You will be banned for life. I have found several mistakes in his books, but over all I think they're excellent.


----------



## George Stolz (Jan 22, 2009)

This is hilarious. The one link to clearly display that if you "go over there to complain and you'll have your ass handed you" clearly showed a few people trying to beat the guy down, one or two moderators trying to shut them up politely and give the guy a chance, and ultimately a spanking to those people by a moderator when he closed the thread. I'm kind of at a loss here for how to improve this on our end... :001_huh:

Banned for life? Gimme a break! We don't even ban the homeowners, for the most part, we tell them they walked into the wrong spot and quietly wait for them to go away! :laughing:


----------



## user5941 (Mar 16, 2009)

Holt is a good presenter and I enjoyed his code update class his materials do have minor mistakes as for the forum some on it think it blasphemy to speak ill of him or his materials but the forum is on his site so I can see their point of view.Idon't think anyone has been banned for it but I don't moderate that forum but some that do are members here and they could set the record straight.


----------



## robnj772 (Jan 15, 2008)

George Stolz said:


> This is hilarious.
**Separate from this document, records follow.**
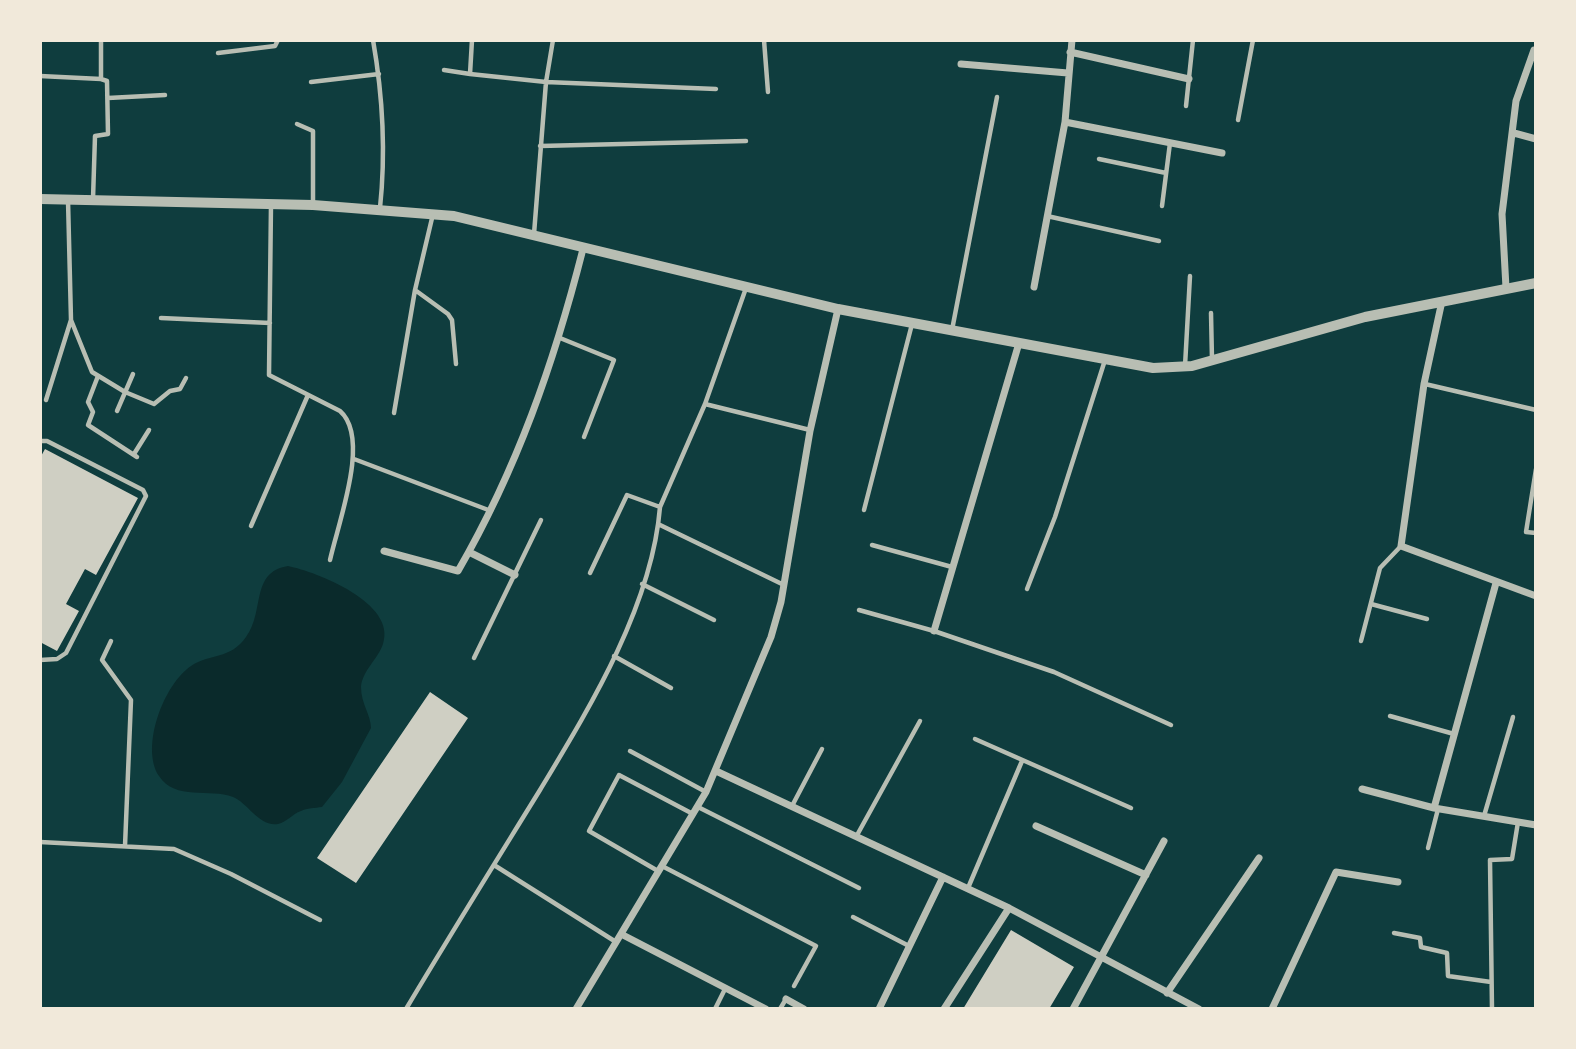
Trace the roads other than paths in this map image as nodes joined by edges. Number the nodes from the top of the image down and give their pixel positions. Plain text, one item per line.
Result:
1 (101, 40) edge
2 (278, 40) edge
3 (373, 40) edge
4 (472, 40) edge
5 (553, 40) edge
6 (764, 40) edge
7 (1072, 40) edge
8 (1193, 40) edge
9 (1253, 40) edge
10 (1534, 50) edge
11 (1070, 52) junction
12 (218, 53) dead end
13 (961, 64) dead end
14 (444, 70) dead end
15 (1068, 73) junction
16 (379, 74) junction
17 (470, 74) junction
18 (40, 76) edge
19 (101, 79) junction
20 (1189, 79) junction
21 (311, 82) dead end
22 (546, 82) junction
23 (716, 89) dead end
24 (768, 92) dead end
25 (165, 95) dead end
26 (997, 97) dead end
27 (108, 98) junction
28 (1186, 106) dead end
29 (1238, 120) dead end
30 (1065, 122) junction
31 (297, 124) dead end
32 (1514, 133) junction
33 (1536, 139) edge
34 (746, 141) dead end
35 (1170, 142) junction
36 (540, 146) junction
37 (1222, 152) dead end
38 (1099, 159) dead end
39 (1166, 173) junction
40 (40, 199) edge
41 (68, 199) junction
42 (93, 200) junction
43 (271, 203) junction
44 (313, 205) junction
45 (1162, 206) dead end
46 (380, 208) junction
47 (433, 213) junction
48 (1046, 216) junction
49 (534, 236) junction
50 (1158, 241) dead end
51 (583, 249) junction
52 (1189, 276) dead end
53 (1536, 283) edge
54 (1034, 287) dead end
55 (746, 288) junction
56 (1506, 288) junction
57 (415, 290) junction
58 (1443, 301) junction
59 (838, 309) junction
60 (1211, 313) dead end
61 (161, 318) dead end
62 (71, 320) junction
63 (270, 323) junction
64 (912, 323) junction
65 (952, 330) junction
66 (560, 338) junction
67 (1019, 343) junction
68 (1106, 359) junction
69 (1212, 361) junction
70 (456, 364) dead end
71 (1185, 368) junction
72 (133, 374) dead end
73 (98, 376) junction
74 (186, 378) dead end
75 (1424, 384) junction
76 (125, 393) junction
77 (308, 396) junction
78 (46, 400) dead end
79 (705, 404) junction
80 (117, 411) dead end
81 (1536, 411) edge
82 (394, 413) dead end
83 (149, 430) dead end
84 (810, 431) junction
85 (584, 437) dead end
86 (40, 440) edge
87 (354, 458) junction
88 (1536, 469) edge
89 (660, 507) junction
90 (864, 510) dead end
91 (491, 512) junction
92 (541, 520) dead end
93 (658, 524) junction
94 (251, 526) dead end
95 (1536, 533) edge
96 (872, 545) dead end
97 (1401, 546) junction
98 (384, 551) dead end
99 (469, 552) junction
100 (330, 560) dead end
101 (953, 568) junction
102 (590, 573) dead end
103 (515, 575) junction
104 (1496, 583) junction
105 (642, 584) junction
106 (784, 585) junction
107 (1027, 589) dead end
108 (1536, 596) edge
109 (1371, 604) junction
110 (859, 610) dead end
111 (1427, 619) dead end
112 (715, 620) dead end
113 (934, 631) junction
114 (111, 641) dead end
115 (1361, 641) dead end
116 (614, 656) junction
117 (474, 658) dead end
118 (40, 660) edge
119 (671, 688) dead end
120 (1390, 716) dead end
121 (1513, 717) dead end
122 (920, 721) dead end
123 (1171, 725) dead end
124 (1454, 734) junction
125 (975, 739) dead end
126 (822, 749) dead end
127 (630, 751) dead end
128 (1022, 760) junction
129 (716, 771) junction
130 (1362, 789) dead end
131 (706, 792) junction
132 (791, 807) junction
133 (1131, 808) dead end
134 (1436, 808) junction
135 (696, 810) junction
136 (1484, 817) junction
137 (1518, 822) junction
138 (1536, 825) edge
139 (1036, 826) dead end
140 (856, 837) junction
141 (1164, 841) dead end
142 (40, 842) edge
143 (125, 846) junction
144 (1428, 848) dead end
145 (1259, 858) dead end
146 (494, 865) junction
147 (660, 869) junction
148 (1146, 874) junction
149 (943, 877) junction
150 (1398, 882) dead end
151 (859, 888) dead end
152 (967, 889) junction
153 (1009, 908) junction
154 (853, 918) dead end
155 (320, 920) dead end
156 (1394, 933) dead end
157 (621, 934) junction
158 (616, 942) junction
159 (909, 946) junction
160 (1103, 958) junction
161 (1491, 982) junction
162 (794, 986) dead end
163 (726, 988) junction
164 (1167, 993) junction
165 (786, 999) joint
166 (406, 1009) edge
167 (576, 1009) edge
168 (715, 1009) edge
169 (766, 1009) edge
170 (780, 1009) edge
171 (804, 1009) edge
172 (879, 1009) edge
173 (944, 1009) edge
174 (1073, 1009) edge
175 (1199, 1009) edge
176 (1272, 1009) edge
177 (1492, 1009) edge

1 - 19 lane
2 - 12 lane
3 - 16 lane
4 - 17 lane
5 - 22 lane
6 - 24 lane
7 - 11 street
8 - 20 lane
9 - 29 lane
10 - 32 street
11 - 15 street
11 - 20 street
13 - 15 street
14 - 17 lane
15 - 30 street
16 - 21 lane
16 - 46 lane
17 - 22 lane
18 - 19 lane
19 - 27 lane
20 - 28 lane
22 - 23 lane
22 - 36 lane
25 - 27 lane
26 - 65 lane
27 - 42 lane
30 - 35 street
30 - 48 street
31 - 44 lane
32 - 33 street
32 - 56 street
34 - 36 lane
35 - 37 street
35 - 39 lane
36 - 49 lane
38 - 39 lane
39 - 45 lane
40 - 41 street
41 - 42 street
41 - 62 lane
42 - 43 street
43 - 44 street
43 - 63 lane
44 - 46 street
46 - 47 street
47 - 49 street
47 - 57 lane
48 - 50 lane
48 - 54 street
49 - 51 street
51 - 55 street
51 - 66 street
52 - 71 lane
53 - 56 street
55 - 59 street
55 - 79 lane
56 - 58 street
57 - 70 lane
57 - 82 lane
58 - 69 street
58 - 75 street
59 - 64 street
59 - 84 street
60 - 69 lane
61 - 63 lane
62 - 73 lane
62 - 78 lane
63 - 77 lane
64 - 65 street
64 - 90 lane
65 - 67 street
66 - 85 lane
66 - 91 street
67 - 68 street
67 - 101 street
68 - 71 street
68 - 107 lane
69 - 71 street
72 - 76 lane
73 - 76 lane
73 - 83 lane
74 - 76 lane
75 - 81 lane
75 - 97 street
76 - 80 lane
77 - 87 lane
77 - 94 lane
79 - 84 lane
79 - 89 lane
84 - 106 street
86 - 118 lane
87 - 91 lane
87 - 100 lane
88 - 95 lane
89 - 93 lane
89 - 102 lane
91 - 99 street
92 - 103 lane
93 - 105 lane
93 - 106 lane
96 - 101 lane
97 - 104 street
97 - 109 lane
98 - 99 street
99 - 103 street
101 - 113 street
103 - 117 lane
104 - 108 street
104 - 124 street
105 - 112 lane
105 - 116 lane
106 - 129 street
109 - 111 lane
109 - 115 lane
110 - 113 lane
113 - 123 lane
114 - 143 lane
116 - 119 lane
116 - 146 lane
120 - 124 lane
121 - 136 lane
122 - 140 lane
124 - 134 street
125 - 128 lane
126 - 132 lane
127 - 131 lane
128 - 133 lane
128 - 152 lane
129 - 131 street
129 - 132 street
130 - 134 street
131 - 135 street
132 - 140 street
134 - 136 street
134 - 144 lane
135 - 147 street
135 - 147 lane
135 - 151 lane
136 - 137 street
137 - 138 street
137 - 161 lane
139 - 148 street
140 - 149 street
141 - 148 street
142 - 143 lane
143 - 155 lane
145 - 164 street
146 - 158 lane
146 - 166 lane
147 - 157 street
147 - 162 lane
148 - 160 street
149 - 152 street
149 - 159 street
150 - 176 street
152 - 153 street
153 - 160 street
153 - 173 street
154 - 159 lane
156 - 161 lane
157 - 158 street
157 - 163 street
158 - 167 street
159 - 172 street
160 - 164 street
160 - 174 street
161 - 177 lane
163 - 168 lane
163 - 169 street
164 - 175 street
165 - 170 lane
165 - 171 street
The one link to clearly display that if you "go over there to complain and you'll have your ass handed you" clearly showed a few people trying to beat the guy down, one or two moderators trying to shut them up politely and give the guy a chance, and ultimately a spanking to those people by a moderator when he closed the thread. I'm kind of at a loss here for how to improve this on our end... :001_huh:
> 
> Banned for life? Gimme a break! We don't even ban the homeowners, for the most part, we tell them they walked into the wrong spot and quietly wait for them to go away! :laughing:


When you use the quotes " Your supposed to quote what someone actually said word for word. No one said anything about an ass being handed to anyone

Bob put the thing to bed and was right to say that " I am not sure it is really cool to be taking up space on the ET forum to talk about the MH forum. " <---- See that's how you use quotes( I didn't make that up that was what he said)

Don't you have some threads over there to close down because you don't agree with what someone said? 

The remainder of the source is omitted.